11. April 2010

Väterlesung

Kirchenvater Bonhoeffer über eine bestimmte Art von Undankbarkeit, als geistliche Lesung für den Tag genommen aus "Gemeinsames Leben" (28. Aufl.- Gütersloh: Gütersloher Verlagshaus, 2006, S. 25f):

"Es geht in der christlichen Gemeinschaft mit dem Danken, wie sonst im christlichen Leben. Nur wer für das Geringe dankt, empfängt auch das Große. Wir hindern Gott, uns die großen geistlichen Gaben, die er für uns bereit hat, zu schenken, weil wir für die täglichen Gaben nicht danken. Wir meinen, wir dürften uns mit dem kleinen Maß uns geschenkter geistlicher Erkenntnis, Erfahrung, Liebe nicht zufrieden geben und hätten immer nur begehrlich nach den großen Gaben auszuschauen. Wir beklagen uns dann darüber, daß es uns an der großen Gewißheit, an dem starken Glauben, an der reichen Erfahrung fehle, die Gott doch andern Christen geschenkt habe, wir halten diese Beschwerden für fromm. Wir beten um die großen Dinge und vergessen, für die täglichen, kleinen (und doch wahrhaftig nicht kleinen!) Gaben zu danken. Wie kann Gott dem Großes anvertrauen, der das Geringe nicht dankbar aus seiner Hand nehmen will? Danken wir nicht täglich für die christliche Gemeinschaft, in die wir gestellt sind, auch dort, wo keine große Erfahrung, kein spürbarer Reichtum, sondern wo viel Schwäche, Kleinglauben, Schwierigkeit ist, beklagen wir uns vielmehr bei Gott immer nur darüber, daß alles noch so armselig, so gering ist, so gar nicht dem entspricht, was wir erwartet haben, so hindern wir Gott, unsere Gemeinschaft wachsen zu lassen nach dem Maß und Reichtum, der in Jesus Christus für uns alle bereit liegt. Das gilt in besonderer Weise auch für die oft gehörte Klage von Pastoren und eifrigen Gemeindegliedern über ihre Gemeinden. Ein Pastor soll nicht über seine Gemeinde klagen, schon gar nicht vor Menschen, aber auch nicht vor Gott; nicht dazu ist ihm eine Gemeinde anvertraut, daß er vor Gott und Menschen zu ihrem Verkläger werde. Wer an einer christlichen Gemeinschaft, in die er gestellt ist, irre wird und Anklage gegen sie erhebt, der prüfe sich zuerst, ob es nicht eben nur sein Wunschbild ist, das ihm hier von Gott zerschlagen werden soll, und findet er es so, dann danke er Gott, der ihn in diese Not geführt hat. Findet er es aber anders, dann hüte er sich doch, jemals zum Verkläger der Gemeinde Gottes zu werden; sondern er klage viel mehr sich selbst seines Unglaubens an, der bitte Gott um Erkenntnis seines eigenen Versagens und seiner besonderen Sünde, der bete darum, daß nicht schuldig werde an seinen Brüdern, der tue in der Erkenntnis eigener Schuld Fürbitte für seine Brüder, der tue, was ihm aufgetragen ist und danke Gott.

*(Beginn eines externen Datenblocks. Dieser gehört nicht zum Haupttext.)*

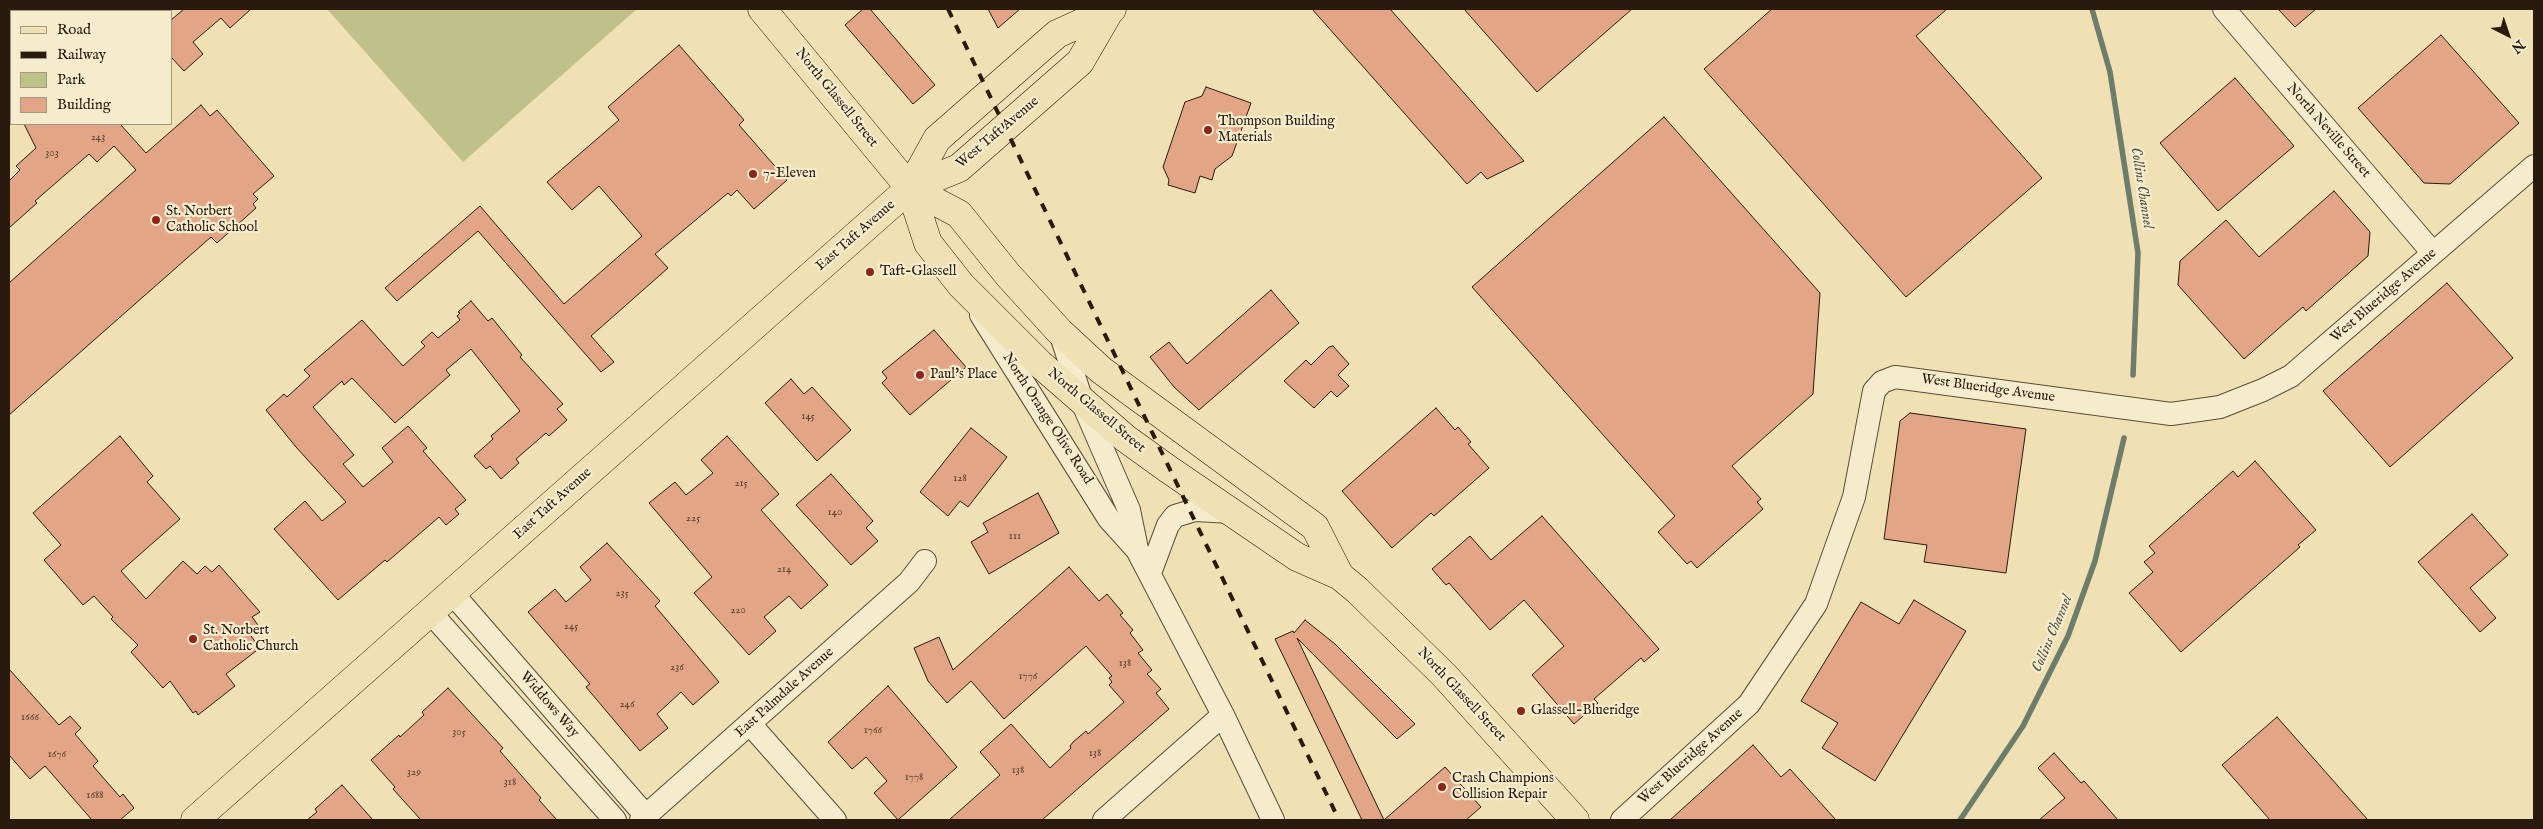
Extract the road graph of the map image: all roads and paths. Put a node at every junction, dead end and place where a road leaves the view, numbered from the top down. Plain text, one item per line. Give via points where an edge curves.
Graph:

Es ist mit der christlichen Gemeinschaft wie mit der Heiligung der Christen. Sie ist ein Geschenk Gottes, auf das wir keinen Anspruch haben. Wie es um unsere Gemeinschaft, wie es um unsere Heiligung wirklich bestellt ist, das weiß allein Gott. Was uns schwach und gering erscheint, das kann bei Gott groß und herrlich sein. Wie der Christ sich nicht dauernd den Puls seines geistlichen Lebens fühlen soll, so ist uns auch die christliche Gemeinschaft von Gott nicht dazu geschenkt, daß wir fortgesetzt ihre Temperatur messen. Je dankbarer wir täglich empfangen, was uns gegeben ist, desto gewisser und gleichmäßiger wird die Gemeinschaft von Tag zu Tag zunehmen und wachsen nach Gottes Wohlgefallen.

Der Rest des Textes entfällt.